Work instructions: Transcribe the data that follows, exactly and in full.

Data listing:
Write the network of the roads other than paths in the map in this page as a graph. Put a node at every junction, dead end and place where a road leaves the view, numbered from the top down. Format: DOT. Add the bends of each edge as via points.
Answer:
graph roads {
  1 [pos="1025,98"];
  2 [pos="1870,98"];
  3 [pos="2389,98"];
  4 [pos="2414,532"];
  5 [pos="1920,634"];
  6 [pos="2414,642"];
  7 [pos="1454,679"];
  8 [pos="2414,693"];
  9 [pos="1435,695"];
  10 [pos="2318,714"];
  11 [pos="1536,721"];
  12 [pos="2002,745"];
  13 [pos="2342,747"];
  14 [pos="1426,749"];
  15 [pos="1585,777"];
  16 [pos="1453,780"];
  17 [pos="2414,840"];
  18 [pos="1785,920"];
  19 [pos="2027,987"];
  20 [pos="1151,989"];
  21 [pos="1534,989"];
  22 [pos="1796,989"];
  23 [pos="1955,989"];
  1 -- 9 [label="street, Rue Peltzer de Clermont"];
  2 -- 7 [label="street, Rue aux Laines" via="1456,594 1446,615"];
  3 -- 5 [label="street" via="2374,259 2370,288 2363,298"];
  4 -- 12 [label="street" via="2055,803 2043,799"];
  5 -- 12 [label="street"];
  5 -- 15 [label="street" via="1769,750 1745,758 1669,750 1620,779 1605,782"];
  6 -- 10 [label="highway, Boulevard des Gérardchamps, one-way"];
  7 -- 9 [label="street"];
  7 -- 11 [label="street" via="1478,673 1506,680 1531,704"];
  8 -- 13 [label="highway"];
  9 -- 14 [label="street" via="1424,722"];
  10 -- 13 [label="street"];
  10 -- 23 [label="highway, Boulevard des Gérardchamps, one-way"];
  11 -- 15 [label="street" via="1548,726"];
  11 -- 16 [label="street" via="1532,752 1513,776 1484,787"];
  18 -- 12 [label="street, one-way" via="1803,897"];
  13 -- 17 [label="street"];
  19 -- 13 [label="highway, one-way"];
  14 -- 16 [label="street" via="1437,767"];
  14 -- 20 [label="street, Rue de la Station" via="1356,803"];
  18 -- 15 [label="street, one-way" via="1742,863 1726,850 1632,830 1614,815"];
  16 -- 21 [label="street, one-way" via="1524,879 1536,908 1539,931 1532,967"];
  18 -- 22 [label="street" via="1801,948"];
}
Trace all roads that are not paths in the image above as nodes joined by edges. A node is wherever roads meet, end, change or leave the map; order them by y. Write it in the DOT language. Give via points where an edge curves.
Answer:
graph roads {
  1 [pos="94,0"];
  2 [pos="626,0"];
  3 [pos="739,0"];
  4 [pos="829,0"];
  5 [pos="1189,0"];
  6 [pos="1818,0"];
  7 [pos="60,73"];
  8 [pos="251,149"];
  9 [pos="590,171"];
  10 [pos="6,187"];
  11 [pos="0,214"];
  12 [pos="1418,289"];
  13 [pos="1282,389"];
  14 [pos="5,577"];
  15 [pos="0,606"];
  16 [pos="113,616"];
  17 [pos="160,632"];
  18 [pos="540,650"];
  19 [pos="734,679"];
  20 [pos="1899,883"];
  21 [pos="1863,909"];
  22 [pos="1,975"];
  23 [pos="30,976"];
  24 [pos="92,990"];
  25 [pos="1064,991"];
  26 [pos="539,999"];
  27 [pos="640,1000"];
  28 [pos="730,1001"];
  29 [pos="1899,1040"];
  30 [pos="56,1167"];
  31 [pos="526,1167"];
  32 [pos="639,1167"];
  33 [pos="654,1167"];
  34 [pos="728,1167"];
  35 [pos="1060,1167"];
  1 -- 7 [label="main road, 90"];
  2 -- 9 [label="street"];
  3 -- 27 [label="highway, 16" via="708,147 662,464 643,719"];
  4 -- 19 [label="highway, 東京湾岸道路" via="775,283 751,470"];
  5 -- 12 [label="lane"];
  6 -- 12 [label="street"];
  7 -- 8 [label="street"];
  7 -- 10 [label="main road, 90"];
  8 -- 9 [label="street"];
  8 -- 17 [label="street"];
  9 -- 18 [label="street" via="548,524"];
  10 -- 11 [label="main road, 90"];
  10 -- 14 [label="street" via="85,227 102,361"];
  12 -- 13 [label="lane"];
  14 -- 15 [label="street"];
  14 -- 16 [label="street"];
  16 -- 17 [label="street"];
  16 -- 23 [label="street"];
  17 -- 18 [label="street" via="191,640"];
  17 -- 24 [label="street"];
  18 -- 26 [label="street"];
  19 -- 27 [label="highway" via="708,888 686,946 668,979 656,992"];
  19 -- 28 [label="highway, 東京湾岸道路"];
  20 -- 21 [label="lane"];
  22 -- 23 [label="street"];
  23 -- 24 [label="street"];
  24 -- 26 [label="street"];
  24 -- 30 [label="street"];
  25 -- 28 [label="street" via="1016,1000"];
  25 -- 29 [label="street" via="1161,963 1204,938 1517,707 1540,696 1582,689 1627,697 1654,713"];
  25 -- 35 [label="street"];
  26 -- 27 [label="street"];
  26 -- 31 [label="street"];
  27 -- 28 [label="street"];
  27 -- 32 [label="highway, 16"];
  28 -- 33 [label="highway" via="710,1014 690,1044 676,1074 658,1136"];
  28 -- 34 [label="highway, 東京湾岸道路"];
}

Response below:
Write the network of the roads other than paths in the map in this page as a graph. Put a node at every junction, dead end and place where a road leaves the view, numbered from the top down. Format: DOT. Add the bends of each edge as via points.
Answer:
graph roads {
  1 [pos="1025,98"];
  2 [pos="1870,98"];
  3 [pos="2389,98"];
  4 [pos="2414,532"];
  5 [pos="1920,634"];
  6 [pos="2414,642"];
  7 [pos="1454,679"];
  8 [pos="2414,693"];
  9 [pos="1435,695"];
  10 [pos="2318,714"];
  11 [pos="1536,721"];
  12 [pos="2002,745"];
  13 [pos="2342,747"];
  14 [pos="1426,749"];
  15 [pos="1585,777"];
  16 [pos="1453,780"];
  17 [pos="2414,840"];
  18 [pos="1785,920"];
  19 [pos="2027,987"];
  20 [pos="1151,989"];
  21 [pos="1534,989"];
  22 [pos="1796,989"];
  23 [pos="1955,989"];
  1 -- 9 [label="street, Rue Peltzer de Clermont"];
  2 -- 7 [label="street, Rue aux Laines" via="1456,594 1446,615"];
  3 -- 5 [label="street" via="2374,259 2370,288 2363,298"];
  4 -- 12 [label="street" via="2055,803 2043,799"];
  5 -- 12 [label="street"];
  5 -- 15 [label="street" via="1769,750 1745,758 1669,750 1620,779 1605,782"];
  6 -- 10 [label="highway, Boulevard des Gérardchamps, one-way"];
  7 -- 9 [label="street"];
  7 -- 11 [label="street" via="1478,673 1506,680 1531,704"];
  8 -- 13 [label="highway"];
  9 -- 14 [label="street" via="1424,722"];
  10 -- 13 [label="street"];
  10 -- 23 [label="highway, Boulevard des Gérardchamps, one-way"];
  11 -- 15 [label="street" via="1548,726"];
  11 -- 16 [label="street" via="1532,752 1513,776 1484,787"];
  18 -- 12 [label="street, one-way" via="1803,897"];
  13 -- 17 [label="street"];
  19 -- 13 [label="highway, one-way"];
  14 -- 16 [label="street" via="1437,767"];
  14 -- 20 [label="street, Rue de la Station" via="1356,803"];
  18 -- 15 [label="street, one-way" via="1742,863 1726,850 1632,830 1614,815"];
  16 -- 21 [label="street, one-way" via="1524,879 1536,908 1539,931 1532,967"];
  18 -- 22 [label="street" via="1801,948"];
}
Trace all roads that are not paths in the image above as nodes joined by edges. A node is wherever roads meet, end, change or leave the map; order them by y. Write it in the DOT language. Give via points where an edge curves.
Answer:
graph roads {
  1 [pos="94,0"];
  2 [pos="626,0"];
  3 [pos="739,0"];
  4 [pos="829,0"];
  5 [pos="1189,0"];
  6 [pos="1818,0"];
  7 [pos="60,73"];
  8 [pos="251,149"];
  9 [pos="590,171"];
  10 [pos="6,187"];
  11 [pos="0,214"];
  12 [pos="1418,289"];
  13 [pos="1282,389"];
  14 [pos="5,577"];
  15 [pos="0,606"];
  16 [pos="113,616"];
  17 [pos="160,632"];
  18 [pos="540,650"];
  19 [pos="734,679"];
  20 [pos="1899,883"];
  21 [pos="1863,909"];
  22 [pos="1,975"];
  23 [pos="30,976"];
  24 [pos="92,990"];
  25 [pos="1064,991"];
  26 [pos="539,999"];
  27 [pos="640,1000"];
  28 [pos="730,1001"];
  29 [pos="1899,1040"];
  30 [pos="56,1167"];
  31 [pos="526,1167"];
  32 [pos="639,1167"];
  33 [pos="654,1167"];
  34 [pos="728,1167"];
  35 [pos="1060,1167"];
  1 -- 7 [label="main road, 90"];
  2 -- 9 [label="street"];
  3 -- 27 [label="highway, 16" via="708,147 662,464 643,719"];
  4 -- 19 [label="highway, 東京湾岸道路" via="775,283 751,470"];
  5 -- 12 [label="lane"];
  6 -- 12 [label="street"];
  7 -- 8 [label="street"];
  7 -- 10 [label="main road, 90"];
  8 -- 9 [label="street"];
  8 -- 17 [label="street"];
  9 -- 18 [label="street" via="548,524"];
  10 -- 11 [label="main road, 90"];
  10 -- 14 [label="street" via="85,227 102,361"];
  12 -- 13 [label="lane"];
  14 -- 15 [label="street"];
  14 -- 16 [label="street"];
  16 -- 17 [label="street"];
  16 -- 23 [label="street"];
  17 -- 18 [label="street" via="191,640"];
  17 -- 24 [label="street"];
  18 -- 26 [label="street"];
  19 -- 27 [label="highway" via="708,888 686,946 668,979 656,992"];
  19 -- 28 [label="highway, 東京湾岸道路"];
  20 -- 21 [label="lane"];
  22 -- 23 [label="street"];
  23 -- 24 [label="street"];
  24 -- 26 [label="street"];
  24 -- 30 [label="street"];
  25 -- 28 [label="street" via="1016,1000"];
  25 -- 29 [label="street" via="1161,963 1204,938 1517,707 1540,696 1582,689 1627,697 1654,713"];
  25 -- 35 [label="street"];
  26 -- 27 [label="street"];
  26 -- 31 [label="street"];
  27 -- 28 [label="street"];
  27 -- 32 [label="highway, 16"];
  28 -- 33 [label="highway" via="710,1014 690,1044 676,1074 658,1136"];
  28 -- 34 [label="highway, 東京湾岸道路"];
}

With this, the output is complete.